● Task prompt:
Report back every line of the entries that contains "Court", exactly as written.

Data records:
-*-*-
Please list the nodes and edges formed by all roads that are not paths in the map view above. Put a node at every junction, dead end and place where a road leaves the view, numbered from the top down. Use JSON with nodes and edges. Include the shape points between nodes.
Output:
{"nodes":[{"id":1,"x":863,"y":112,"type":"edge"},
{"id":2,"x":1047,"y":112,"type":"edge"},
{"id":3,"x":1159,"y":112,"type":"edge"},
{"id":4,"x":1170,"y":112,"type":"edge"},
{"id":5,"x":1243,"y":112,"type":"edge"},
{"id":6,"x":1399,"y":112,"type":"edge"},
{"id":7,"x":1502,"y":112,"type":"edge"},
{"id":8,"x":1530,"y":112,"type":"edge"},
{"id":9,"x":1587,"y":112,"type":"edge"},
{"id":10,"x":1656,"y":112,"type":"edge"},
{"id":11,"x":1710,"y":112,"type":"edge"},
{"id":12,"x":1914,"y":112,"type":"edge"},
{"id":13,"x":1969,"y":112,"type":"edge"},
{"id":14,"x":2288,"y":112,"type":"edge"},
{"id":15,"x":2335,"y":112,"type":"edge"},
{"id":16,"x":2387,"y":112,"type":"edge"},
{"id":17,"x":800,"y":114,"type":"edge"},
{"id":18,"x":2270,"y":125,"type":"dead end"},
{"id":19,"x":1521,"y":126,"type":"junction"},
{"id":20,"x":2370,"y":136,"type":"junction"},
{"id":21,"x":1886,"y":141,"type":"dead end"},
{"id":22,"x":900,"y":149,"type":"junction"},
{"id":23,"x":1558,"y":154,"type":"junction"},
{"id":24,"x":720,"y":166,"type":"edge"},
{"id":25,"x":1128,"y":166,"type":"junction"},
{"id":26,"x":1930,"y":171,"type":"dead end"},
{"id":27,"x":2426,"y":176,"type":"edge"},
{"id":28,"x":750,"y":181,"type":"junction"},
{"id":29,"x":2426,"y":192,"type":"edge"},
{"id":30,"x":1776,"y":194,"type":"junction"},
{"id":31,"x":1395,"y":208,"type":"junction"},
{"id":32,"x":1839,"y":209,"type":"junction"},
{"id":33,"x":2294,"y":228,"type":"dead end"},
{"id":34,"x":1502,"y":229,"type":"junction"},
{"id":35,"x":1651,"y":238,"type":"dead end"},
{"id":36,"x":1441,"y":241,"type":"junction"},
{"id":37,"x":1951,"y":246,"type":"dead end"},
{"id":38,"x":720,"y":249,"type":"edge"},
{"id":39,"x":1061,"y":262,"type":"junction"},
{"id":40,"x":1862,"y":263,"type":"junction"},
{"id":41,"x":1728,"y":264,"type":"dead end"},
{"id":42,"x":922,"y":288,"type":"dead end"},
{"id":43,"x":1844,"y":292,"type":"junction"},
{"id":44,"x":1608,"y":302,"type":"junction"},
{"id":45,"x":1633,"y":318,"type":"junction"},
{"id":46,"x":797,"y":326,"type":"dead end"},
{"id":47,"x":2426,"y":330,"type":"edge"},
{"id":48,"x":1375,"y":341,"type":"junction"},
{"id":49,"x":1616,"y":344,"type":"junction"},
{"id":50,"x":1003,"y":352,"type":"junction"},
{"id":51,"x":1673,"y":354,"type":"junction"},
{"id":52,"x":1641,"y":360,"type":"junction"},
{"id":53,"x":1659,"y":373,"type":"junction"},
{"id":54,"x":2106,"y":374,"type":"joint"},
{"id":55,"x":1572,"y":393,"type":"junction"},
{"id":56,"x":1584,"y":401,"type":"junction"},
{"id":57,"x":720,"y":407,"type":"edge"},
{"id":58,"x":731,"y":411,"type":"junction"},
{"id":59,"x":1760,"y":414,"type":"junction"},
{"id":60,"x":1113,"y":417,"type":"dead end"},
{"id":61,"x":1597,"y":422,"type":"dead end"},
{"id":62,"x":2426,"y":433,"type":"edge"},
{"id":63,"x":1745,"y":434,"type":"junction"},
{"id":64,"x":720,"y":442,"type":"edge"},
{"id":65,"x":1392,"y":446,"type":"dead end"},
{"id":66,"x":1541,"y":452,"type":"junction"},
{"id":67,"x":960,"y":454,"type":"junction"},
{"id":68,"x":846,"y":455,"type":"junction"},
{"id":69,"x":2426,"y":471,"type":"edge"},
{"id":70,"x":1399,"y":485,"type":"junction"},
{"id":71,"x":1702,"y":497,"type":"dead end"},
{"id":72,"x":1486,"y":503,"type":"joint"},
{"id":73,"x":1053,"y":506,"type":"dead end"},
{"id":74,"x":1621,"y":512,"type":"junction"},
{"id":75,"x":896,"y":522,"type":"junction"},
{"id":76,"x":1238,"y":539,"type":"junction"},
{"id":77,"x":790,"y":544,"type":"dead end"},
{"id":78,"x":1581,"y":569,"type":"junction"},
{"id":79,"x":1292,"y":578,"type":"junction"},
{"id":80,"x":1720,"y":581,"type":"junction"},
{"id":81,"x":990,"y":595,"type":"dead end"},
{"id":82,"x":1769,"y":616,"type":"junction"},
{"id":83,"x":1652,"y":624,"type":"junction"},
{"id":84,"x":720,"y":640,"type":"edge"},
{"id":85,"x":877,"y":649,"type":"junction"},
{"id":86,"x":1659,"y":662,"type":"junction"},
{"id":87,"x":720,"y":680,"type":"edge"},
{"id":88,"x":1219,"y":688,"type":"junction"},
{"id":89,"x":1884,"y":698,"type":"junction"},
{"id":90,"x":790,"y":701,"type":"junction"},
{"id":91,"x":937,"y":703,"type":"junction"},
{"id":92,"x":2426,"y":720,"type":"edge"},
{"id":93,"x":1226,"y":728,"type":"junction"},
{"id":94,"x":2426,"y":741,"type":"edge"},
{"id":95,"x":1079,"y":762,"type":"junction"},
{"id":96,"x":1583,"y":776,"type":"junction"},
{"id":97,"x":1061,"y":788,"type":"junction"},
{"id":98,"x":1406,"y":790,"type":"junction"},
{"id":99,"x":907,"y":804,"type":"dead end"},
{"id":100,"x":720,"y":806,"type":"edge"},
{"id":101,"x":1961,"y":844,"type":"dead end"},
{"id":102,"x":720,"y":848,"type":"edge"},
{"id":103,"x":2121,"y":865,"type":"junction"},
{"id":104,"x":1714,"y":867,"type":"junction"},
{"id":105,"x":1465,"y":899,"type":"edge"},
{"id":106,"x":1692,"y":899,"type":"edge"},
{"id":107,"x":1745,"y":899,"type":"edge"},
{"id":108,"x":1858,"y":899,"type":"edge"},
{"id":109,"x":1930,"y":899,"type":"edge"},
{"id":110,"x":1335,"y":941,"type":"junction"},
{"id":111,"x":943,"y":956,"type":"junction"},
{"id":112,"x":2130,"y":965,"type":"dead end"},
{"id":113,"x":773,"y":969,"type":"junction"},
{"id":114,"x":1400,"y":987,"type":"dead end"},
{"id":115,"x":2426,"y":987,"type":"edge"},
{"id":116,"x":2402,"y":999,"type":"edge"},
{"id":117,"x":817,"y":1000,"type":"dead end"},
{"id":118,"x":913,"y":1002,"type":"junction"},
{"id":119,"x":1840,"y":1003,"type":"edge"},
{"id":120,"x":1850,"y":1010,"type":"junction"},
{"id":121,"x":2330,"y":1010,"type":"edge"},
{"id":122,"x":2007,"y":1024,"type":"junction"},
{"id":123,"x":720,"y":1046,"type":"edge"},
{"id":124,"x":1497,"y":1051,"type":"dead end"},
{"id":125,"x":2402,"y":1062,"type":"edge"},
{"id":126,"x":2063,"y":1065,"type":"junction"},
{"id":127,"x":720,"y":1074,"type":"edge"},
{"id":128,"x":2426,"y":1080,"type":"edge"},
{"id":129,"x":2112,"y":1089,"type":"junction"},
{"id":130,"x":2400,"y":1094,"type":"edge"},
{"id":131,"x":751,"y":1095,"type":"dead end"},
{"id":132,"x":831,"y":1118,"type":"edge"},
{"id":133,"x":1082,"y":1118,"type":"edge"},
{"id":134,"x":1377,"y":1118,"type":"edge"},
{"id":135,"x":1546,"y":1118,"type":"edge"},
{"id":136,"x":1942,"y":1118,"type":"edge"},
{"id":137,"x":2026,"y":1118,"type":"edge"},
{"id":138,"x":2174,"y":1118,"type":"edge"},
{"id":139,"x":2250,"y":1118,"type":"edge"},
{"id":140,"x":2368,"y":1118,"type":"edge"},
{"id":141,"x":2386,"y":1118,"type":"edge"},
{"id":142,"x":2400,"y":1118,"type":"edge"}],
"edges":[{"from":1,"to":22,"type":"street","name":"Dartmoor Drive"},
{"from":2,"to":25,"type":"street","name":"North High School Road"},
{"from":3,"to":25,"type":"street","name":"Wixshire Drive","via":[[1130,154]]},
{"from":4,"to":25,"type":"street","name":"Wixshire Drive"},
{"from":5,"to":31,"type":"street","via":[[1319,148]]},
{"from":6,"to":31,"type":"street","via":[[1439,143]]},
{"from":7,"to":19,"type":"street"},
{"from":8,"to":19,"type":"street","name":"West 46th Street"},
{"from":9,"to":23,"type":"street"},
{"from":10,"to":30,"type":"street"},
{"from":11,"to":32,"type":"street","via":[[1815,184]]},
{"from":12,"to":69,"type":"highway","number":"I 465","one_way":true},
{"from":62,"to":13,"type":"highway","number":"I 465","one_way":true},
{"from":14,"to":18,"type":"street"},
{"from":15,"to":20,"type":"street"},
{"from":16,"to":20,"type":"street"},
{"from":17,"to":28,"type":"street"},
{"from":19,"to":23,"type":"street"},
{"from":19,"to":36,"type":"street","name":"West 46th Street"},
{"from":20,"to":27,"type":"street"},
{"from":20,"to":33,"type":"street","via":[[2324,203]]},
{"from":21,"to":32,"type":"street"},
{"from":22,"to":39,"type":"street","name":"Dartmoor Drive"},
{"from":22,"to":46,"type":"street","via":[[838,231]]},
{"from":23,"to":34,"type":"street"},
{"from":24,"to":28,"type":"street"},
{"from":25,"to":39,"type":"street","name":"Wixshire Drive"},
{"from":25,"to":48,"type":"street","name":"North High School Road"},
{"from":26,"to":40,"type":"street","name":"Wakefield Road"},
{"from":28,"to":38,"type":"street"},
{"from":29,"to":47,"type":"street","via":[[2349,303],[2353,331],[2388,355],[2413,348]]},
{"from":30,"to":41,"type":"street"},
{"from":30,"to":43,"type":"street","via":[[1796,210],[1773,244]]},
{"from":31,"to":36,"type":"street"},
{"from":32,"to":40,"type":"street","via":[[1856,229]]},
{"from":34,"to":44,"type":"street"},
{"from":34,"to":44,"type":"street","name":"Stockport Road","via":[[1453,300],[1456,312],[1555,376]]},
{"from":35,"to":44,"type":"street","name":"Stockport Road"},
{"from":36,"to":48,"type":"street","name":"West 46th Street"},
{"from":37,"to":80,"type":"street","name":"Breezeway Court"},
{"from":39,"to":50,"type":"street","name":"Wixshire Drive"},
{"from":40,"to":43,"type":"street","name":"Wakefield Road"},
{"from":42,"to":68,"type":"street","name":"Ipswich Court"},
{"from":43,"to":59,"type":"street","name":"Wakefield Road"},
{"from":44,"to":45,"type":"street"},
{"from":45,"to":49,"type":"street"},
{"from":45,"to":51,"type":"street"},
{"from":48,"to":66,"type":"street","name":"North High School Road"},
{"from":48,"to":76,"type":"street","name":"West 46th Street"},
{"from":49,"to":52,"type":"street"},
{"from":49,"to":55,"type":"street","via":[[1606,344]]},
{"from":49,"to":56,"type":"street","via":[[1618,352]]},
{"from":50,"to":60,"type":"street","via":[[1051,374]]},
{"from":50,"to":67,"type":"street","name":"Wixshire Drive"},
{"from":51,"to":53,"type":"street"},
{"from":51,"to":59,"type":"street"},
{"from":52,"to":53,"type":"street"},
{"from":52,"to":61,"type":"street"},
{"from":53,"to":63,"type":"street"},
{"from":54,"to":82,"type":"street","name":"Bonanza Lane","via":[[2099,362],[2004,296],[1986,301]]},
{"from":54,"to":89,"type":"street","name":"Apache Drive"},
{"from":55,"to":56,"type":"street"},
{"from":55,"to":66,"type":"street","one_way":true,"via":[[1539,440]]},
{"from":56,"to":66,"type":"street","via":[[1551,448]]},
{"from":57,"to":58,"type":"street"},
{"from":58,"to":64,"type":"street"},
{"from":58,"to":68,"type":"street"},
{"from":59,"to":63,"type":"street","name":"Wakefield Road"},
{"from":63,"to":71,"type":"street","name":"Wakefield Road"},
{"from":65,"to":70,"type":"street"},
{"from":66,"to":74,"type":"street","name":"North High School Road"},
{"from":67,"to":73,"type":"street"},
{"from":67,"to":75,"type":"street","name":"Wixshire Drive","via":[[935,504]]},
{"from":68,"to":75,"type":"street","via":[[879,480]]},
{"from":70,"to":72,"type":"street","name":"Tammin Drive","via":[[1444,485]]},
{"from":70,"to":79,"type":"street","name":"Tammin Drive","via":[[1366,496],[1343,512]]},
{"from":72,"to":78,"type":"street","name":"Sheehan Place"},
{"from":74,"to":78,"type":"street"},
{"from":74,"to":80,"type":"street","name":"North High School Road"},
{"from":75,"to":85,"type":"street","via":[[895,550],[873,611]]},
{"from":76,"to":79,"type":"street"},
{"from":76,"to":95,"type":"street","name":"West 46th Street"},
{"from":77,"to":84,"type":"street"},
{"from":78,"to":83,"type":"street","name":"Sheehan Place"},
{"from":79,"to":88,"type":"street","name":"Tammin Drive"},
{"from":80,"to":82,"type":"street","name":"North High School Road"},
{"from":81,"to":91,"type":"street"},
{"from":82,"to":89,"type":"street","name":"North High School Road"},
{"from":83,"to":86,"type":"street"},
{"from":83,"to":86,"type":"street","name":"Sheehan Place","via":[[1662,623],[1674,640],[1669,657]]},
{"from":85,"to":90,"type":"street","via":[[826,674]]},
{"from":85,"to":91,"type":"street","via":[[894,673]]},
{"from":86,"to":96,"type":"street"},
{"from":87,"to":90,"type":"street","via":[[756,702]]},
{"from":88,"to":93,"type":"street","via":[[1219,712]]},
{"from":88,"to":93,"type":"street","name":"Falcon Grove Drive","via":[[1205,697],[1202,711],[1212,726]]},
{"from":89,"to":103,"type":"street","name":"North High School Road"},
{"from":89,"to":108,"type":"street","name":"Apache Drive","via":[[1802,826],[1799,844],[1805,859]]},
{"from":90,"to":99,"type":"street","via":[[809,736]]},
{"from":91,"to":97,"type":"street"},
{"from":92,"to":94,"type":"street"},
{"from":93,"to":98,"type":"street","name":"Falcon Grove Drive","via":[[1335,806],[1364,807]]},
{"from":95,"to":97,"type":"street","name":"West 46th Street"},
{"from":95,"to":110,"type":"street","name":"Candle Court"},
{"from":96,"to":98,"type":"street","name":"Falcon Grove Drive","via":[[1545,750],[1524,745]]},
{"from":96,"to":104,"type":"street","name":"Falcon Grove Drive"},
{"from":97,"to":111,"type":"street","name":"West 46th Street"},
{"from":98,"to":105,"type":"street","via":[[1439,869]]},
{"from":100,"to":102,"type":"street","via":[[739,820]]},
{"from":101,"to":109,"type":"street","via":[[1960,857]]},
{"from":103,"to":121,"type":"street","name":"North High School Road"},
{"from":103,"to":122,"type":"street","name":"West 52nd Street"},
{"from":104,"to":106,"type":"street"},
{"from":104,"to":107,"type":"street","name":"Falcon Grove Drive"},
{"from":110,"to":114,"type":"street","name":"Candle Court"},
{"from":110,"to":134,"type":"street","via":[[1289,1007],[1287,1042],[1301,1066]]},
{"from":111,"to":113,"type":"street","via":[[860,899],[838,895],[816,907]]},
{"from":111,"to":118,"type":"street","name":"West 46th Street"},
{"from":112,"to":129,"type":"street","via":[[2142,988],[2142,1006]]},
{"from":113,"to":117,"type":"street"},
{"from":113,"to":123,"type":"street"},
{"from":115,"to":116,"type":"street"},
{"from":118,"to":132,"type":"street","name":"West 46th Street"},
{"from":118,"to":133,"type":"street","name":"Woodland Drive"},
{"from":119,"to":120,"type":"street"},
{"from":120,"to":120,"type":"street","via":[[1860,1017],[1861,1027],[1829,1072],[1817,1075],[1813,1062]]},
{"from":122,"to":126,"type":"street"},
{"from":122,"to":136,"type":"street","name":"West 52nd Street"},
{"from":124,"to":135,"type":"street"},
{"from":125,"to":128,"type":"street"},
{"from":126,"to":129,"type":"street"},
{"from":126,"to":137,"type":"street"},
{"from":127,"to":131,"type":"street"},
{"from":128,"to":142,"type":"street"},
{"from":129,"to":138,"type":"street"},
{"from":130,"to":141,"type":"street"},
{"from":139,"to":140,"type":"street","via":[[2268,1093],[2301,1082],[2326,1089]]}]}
-*-*-
● Written solution:
{"from":37,"to":80,"type":"street","name":"Breezeway Court"},
{"from":42,"to":68,"type":"street","name":"Ipswich Court"},
{"from":95,"to":110,"type":"street","name":"Candle Court"},
{"from":110,"to":114,"type":"street","name":"Candle Court"},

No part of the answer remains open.